Look through the listing and locate every line containing the word "Dessau"; copy those lines.
++++ DATA SHOWN
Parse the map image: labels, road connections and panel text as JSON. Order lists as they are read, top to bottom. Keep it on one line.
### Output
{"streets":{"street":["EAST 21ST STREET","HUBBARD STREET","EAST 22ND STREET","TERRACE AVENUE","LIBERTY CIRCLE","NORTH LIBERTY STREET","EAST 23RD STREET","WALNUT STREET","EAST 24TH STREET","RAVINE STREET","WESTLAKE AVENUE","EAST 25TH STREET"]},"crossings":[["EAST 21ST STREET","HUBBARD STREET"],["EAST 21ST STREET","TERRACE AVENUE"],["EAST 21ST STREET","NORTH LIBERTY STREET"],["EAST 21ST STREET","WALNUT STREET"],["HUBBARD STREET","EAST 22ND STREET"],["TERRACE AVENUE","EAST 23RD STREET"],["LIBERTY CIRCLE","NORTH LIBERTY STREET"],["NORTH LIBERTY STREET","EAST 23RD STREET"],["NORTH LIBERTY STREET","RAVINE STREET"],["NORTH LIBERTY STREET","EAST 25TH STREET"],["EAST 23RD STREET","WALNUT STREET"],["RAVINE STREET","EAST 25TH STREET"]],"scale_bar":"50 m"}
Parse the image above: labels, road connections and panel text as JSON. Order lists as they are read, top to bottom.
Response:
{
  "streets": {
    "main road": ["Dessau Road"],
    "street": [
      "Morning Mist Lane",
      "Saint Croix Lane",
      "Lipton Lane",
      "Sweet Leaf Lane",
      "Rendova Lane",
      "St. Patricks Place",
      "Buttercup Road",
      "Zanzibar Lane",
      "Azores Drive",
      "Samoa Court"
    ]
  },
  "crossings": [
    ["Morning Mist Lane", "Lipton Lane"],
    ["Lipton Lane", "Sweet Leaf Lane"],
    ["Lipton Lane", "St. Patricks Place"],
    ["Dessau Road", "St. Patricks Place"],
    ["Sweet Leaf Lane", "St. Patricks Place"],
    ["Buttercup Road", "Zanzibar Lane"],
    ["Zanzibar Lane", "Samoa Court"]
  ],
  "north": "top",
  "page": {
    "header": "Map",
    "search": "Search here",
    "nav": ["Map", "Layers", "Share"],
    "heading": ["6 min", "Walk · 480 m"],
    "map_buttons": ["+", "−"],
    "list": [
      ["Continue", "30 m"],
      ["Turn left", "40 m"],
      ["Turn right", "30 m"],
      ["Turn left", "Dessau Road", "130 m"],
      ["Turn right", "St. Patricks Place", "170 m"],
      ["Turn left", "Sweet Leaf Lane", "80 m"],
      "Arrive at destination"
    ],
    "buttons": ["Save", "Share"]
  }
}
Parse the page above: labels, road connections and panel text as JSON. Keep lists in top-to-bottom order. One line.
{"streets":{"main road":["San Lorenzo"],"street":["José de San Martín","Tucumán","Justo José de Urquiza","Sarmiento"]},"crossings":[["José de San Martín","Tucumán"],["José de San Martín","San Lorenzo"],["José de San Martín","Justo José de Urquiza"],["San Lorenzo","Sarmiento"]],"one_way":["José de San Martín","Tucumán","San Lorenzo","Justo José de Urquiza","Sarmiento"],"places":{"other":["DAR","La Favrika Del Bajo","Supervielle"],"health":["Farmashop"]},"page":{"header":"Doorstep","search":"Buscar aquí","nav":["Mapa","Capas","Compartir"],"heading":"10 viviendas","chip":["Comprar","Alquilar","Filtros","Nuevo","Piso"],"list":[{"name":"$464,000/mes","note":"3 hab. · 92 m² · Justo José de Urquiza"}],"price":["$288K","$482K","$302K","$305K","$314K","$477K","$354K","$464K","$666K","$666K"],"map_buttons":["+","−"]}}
++++++++
*REPLY*:
    "main road": ["Dessau Road"],
    ["Dessau Road", "St. Patricks Place"],
      ["Turn left", "Dessau Road", "130 m"],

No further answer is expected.